Can you leave the upper slide bar/guide attached when you attach the first add-on or do you need to remove it and reattach it to the outer add-on?
I'm thinking adjustable length pull rods might be a possibility.


----------



## dman_mb1 (Jan 19, 2007)

Do you really need rigid, fixed length pull rods? How about just a flexible strap or cable, long enough to work with a 3 or 4 bike setup, that just hangs down or gets doubled or otherwise managed with a 2 bike setup?


----------



## 72guy (Jul 31, 2017)

JimT said:


> 72Guy
> How do the pull rods attach to the clamp and handle (threaded, slotted, nut, etc)?
> Assuming I buy both the 2 and 4 rack rods, I'm trying to figure out what would be involved to change rod lengths when I add one or two add-ons.
> Can the bracket that attaches to the original black pullbar remain and you simply unscrew the rods and screw the longer ones in?
> ...


JimT
Not ignoring you. 
My wife and I are up in Wisconsin doing some rail trails and camping. If you don't get an answer to your questions, I'll get back to you next week.
In the meantime, loading our bikes on top of a Tahoe ( using Yakima fork mount racks ) sure makes me appreciate the simplicity of the 1Up rack sitting at home on my wife's CRV.


----------



## JimT (Jul 28, 2017)

72Guy,

Are you back yet? In addition to understanding the new handle better I would love to hear about your trip as my wife and I are exploring similar trips. Let me know if you've posted anything on that one.


----------



## 72guy (Jul 31, 2017)

JimT
There’s a fixed nut at the end of the pull bar that fits into a slot that is machined into the bottom two bars. Those bottom bars sandwich the original pull bar and are secured with tamper proof screws.
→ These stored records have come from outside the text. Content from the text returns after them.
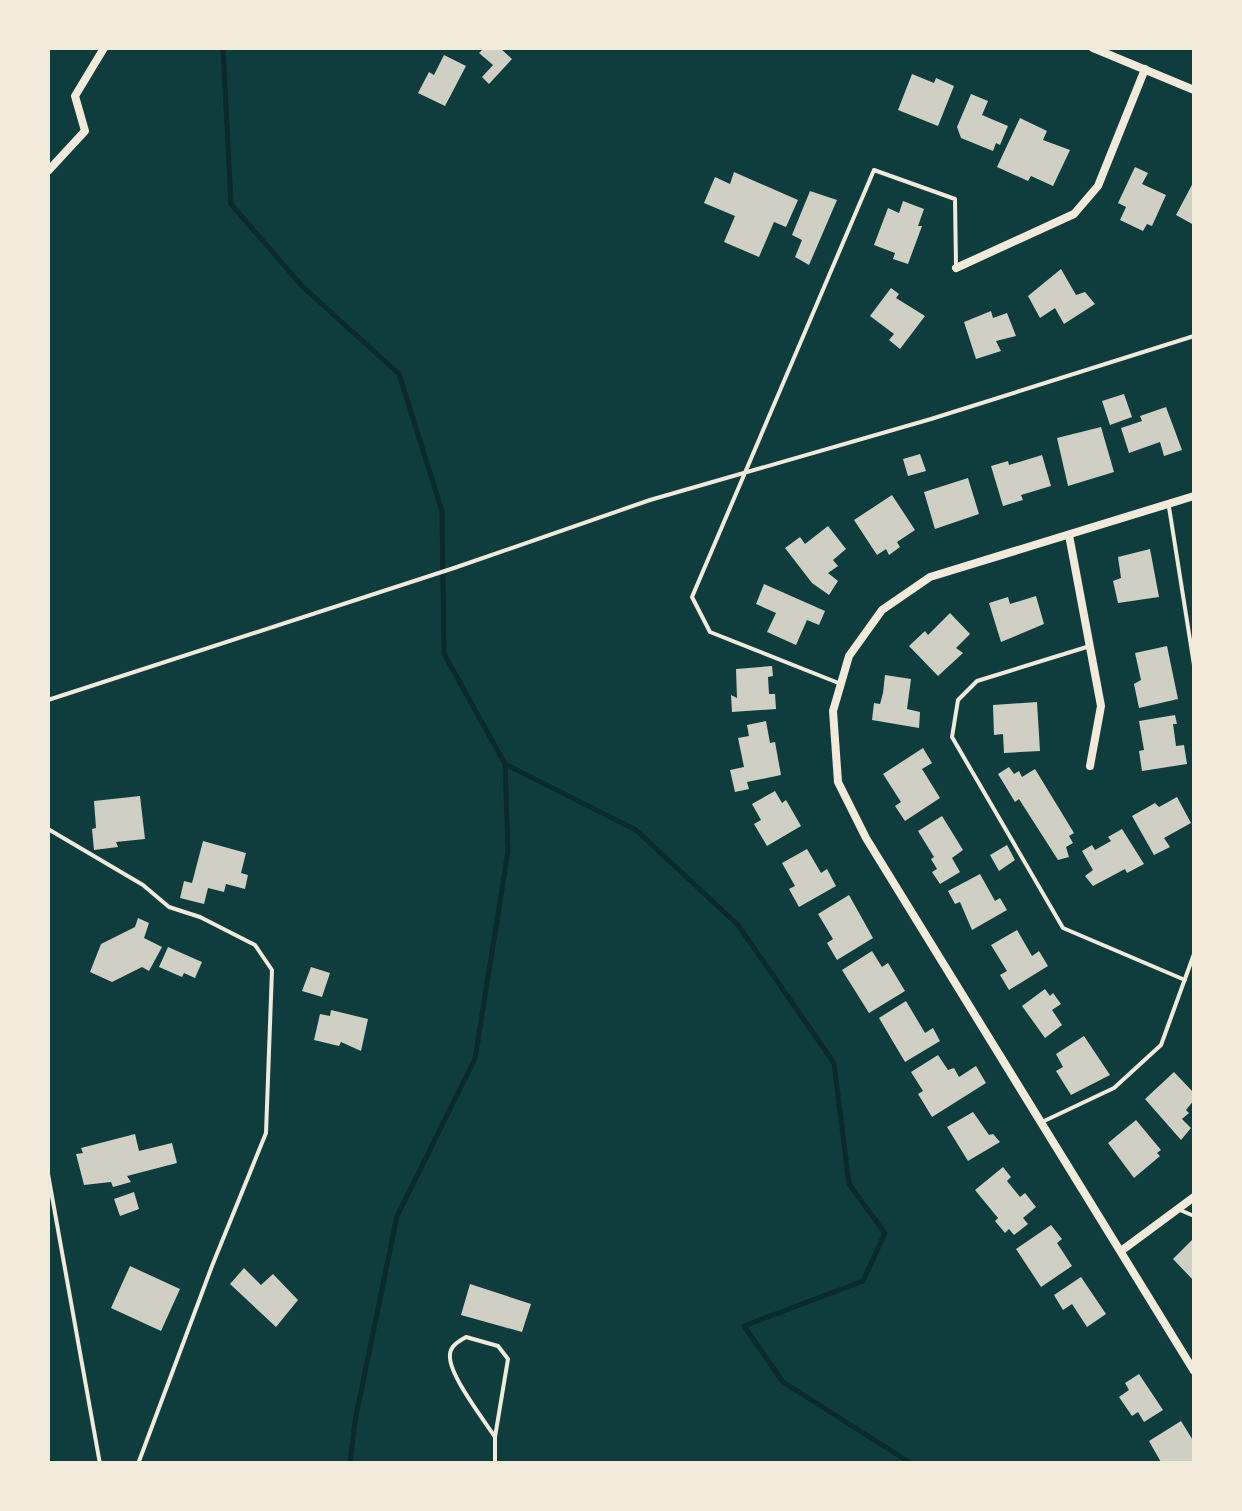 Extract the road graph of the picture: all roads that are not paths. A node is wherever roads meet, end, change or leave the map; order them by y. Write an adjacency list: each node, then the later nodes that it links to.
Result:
1 (104, 48): 5 (street)
2 (1092, 48): 3 (street)
3 (1145, 69): 4 (street); 6 (street)
4 (1194, 90)
5 (48, 171)
6 (956, 268): 8 (lane)
7 (1194, 336): 8 (lane)
8 (747, 472): 14 (lane); 15 (lane)
9 (1194, 496): 10 (street)
10 (1169, 504): 11 (street); 13 (lane)
11 (1069, 535): 12 (street); 14 (street)
12 (1090, 646): 16 (street); 19 (lane)
13 (1194, 665)
14 (841, 684): 20 (street)
15 (48, 700)
16 (1090, 766)
17 (48, 828): 29 (lane)
18 (1194, 954): 19 (lane)
19 (1185, 980): 20 (lane)
20 (1042, 1122): 25 (street)
21 (48, 1174): 28 (lane)
22 (1194, 1198): 23 (street)
23 (1178, 1209): 24 (lane); 25 (street)
24 (1194, 1216)
25 (1121, 1251): 26 (street)
26 (1194, 1371)
27 (494, 1437): 27 (lane); 30 (lane)
28 (100, 1464)
29 (138, 1464)
30 (495, 1464) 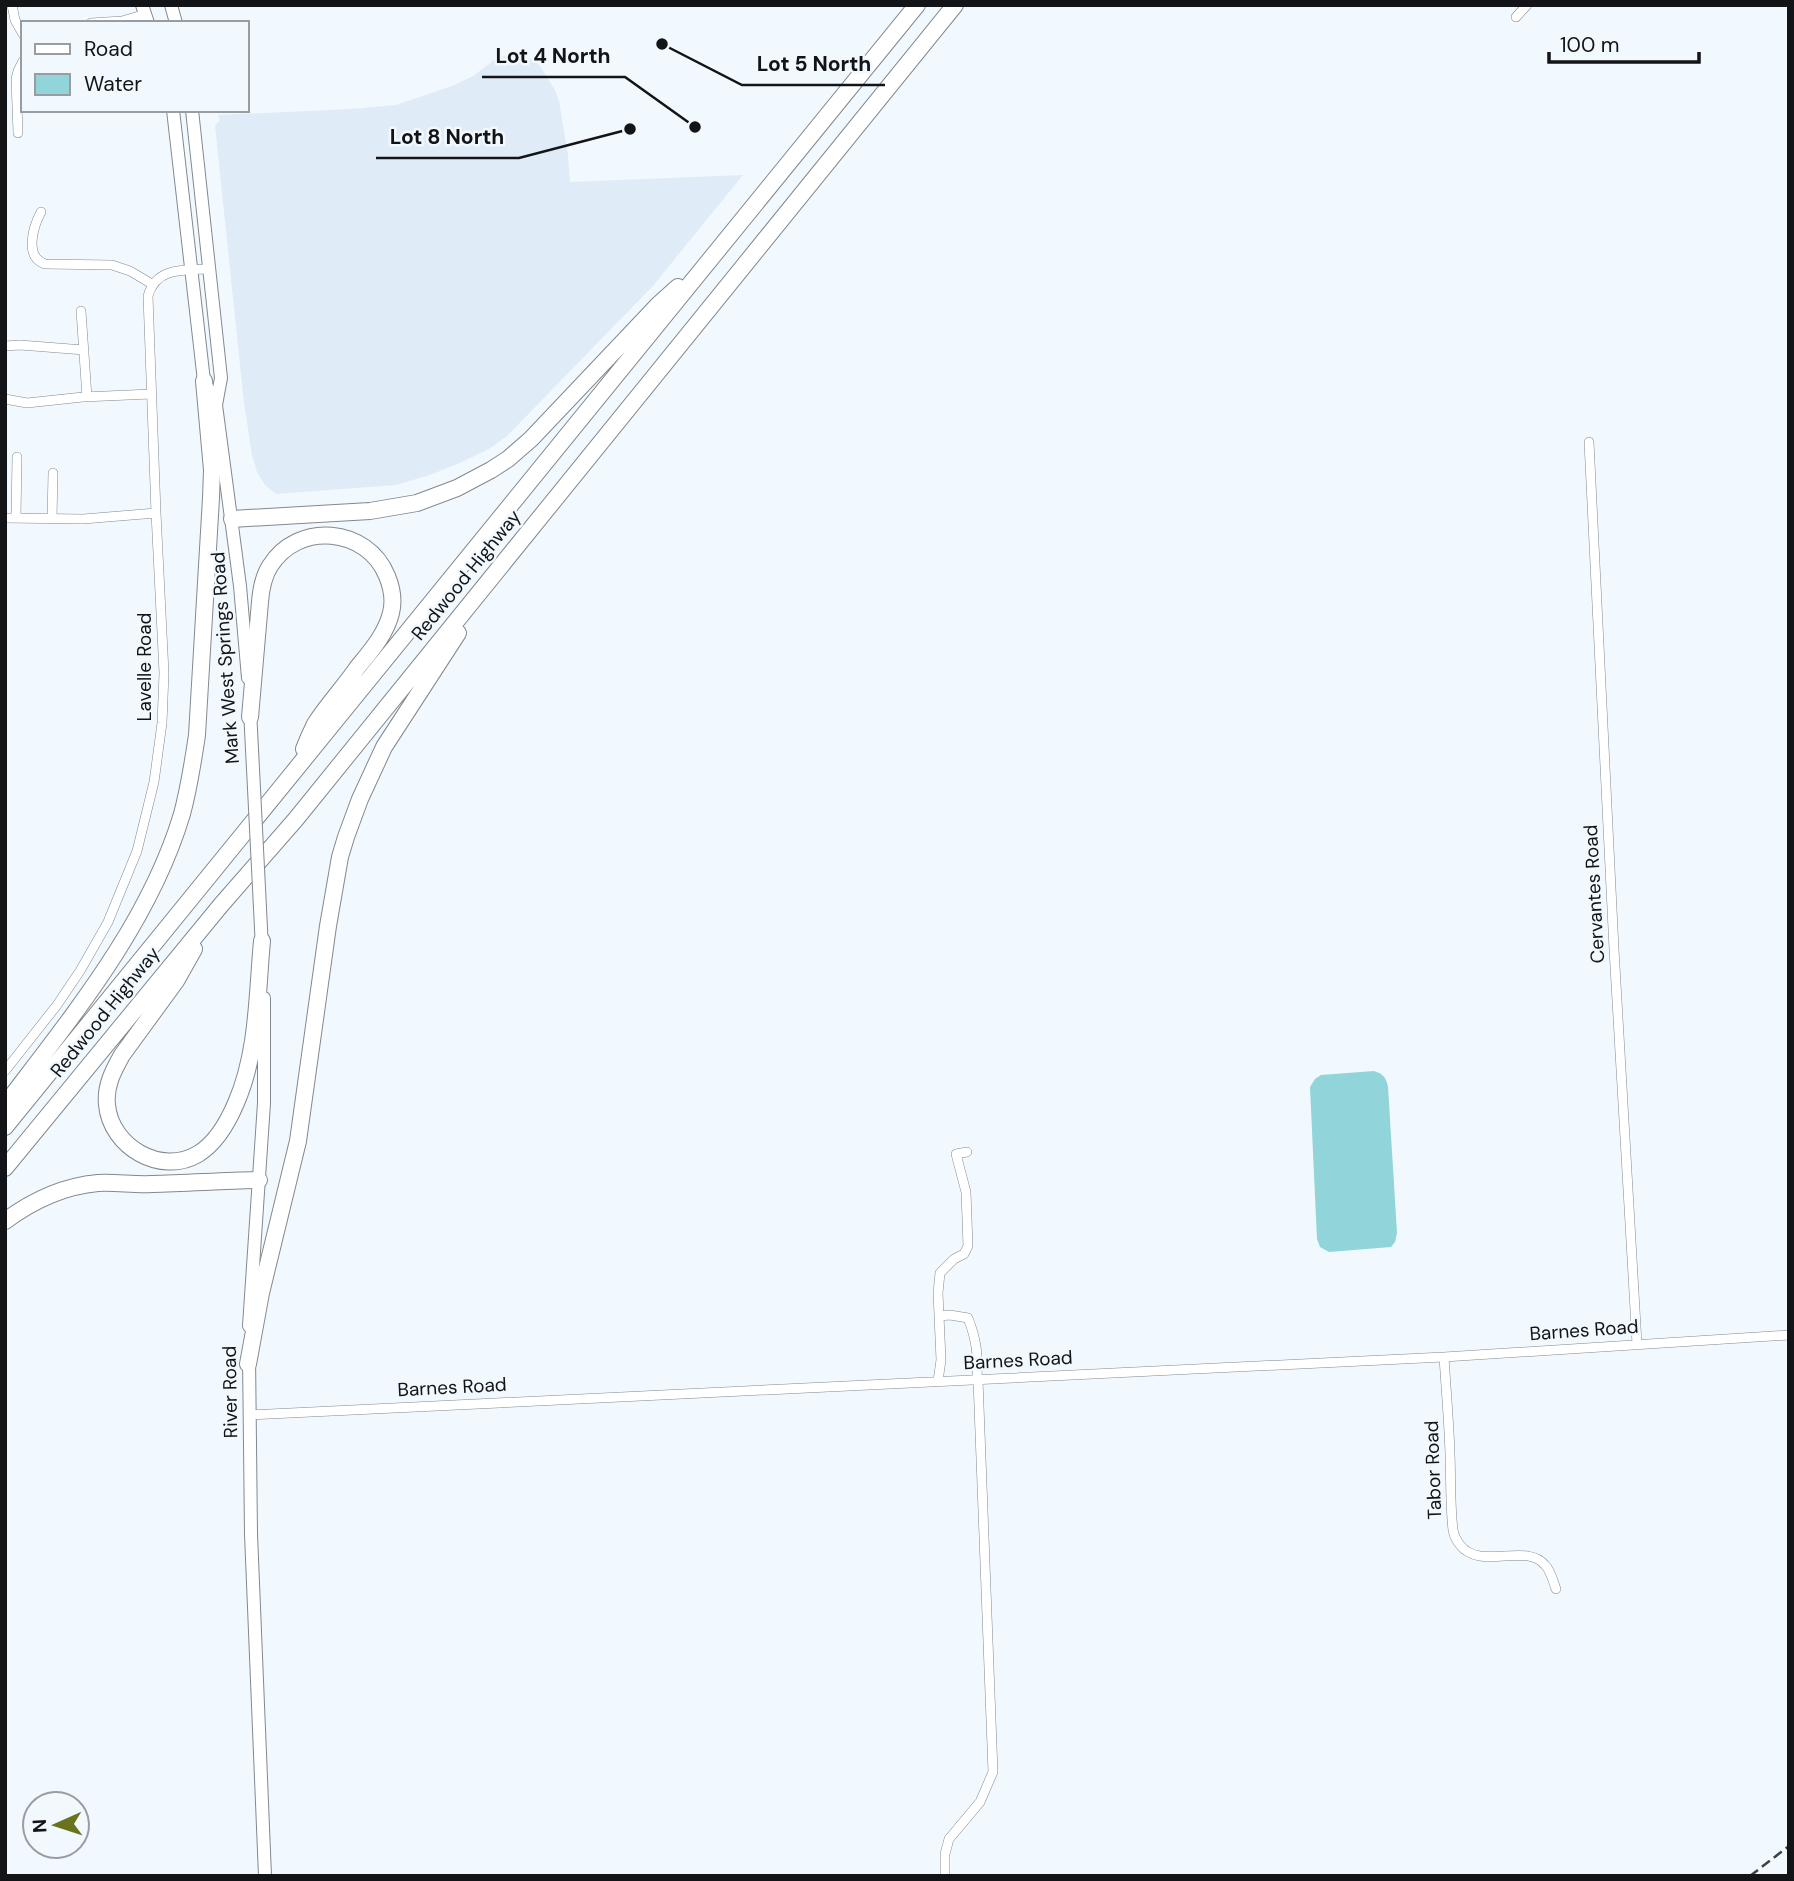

As far as your other questions pertaining to swapping out components for the addition of add-ons. You would probably be better off contacting Rob or Eric at 1Up and getting the correct information from them.

My wife and I camped at Yellowstone Lake and drove, 35 minutes, to New Glarus and Monticello to start our rides. There are a number of different routes you can ride. You can check them out at Traillink.com


----------



## Christopher Robin (Dec 1, 2004)

That handle looks awesome but I agree, what about the single rack users? I wonder if it would be just a question of shortening and re-threading those two rods?


----------



## Crooked Cop (May 28, 2014)

Christopher Robin said:


> That handle looks awesome but I agree, what about the single rack users? I wonder if it would be just a question of shortening and re-threading those two rods?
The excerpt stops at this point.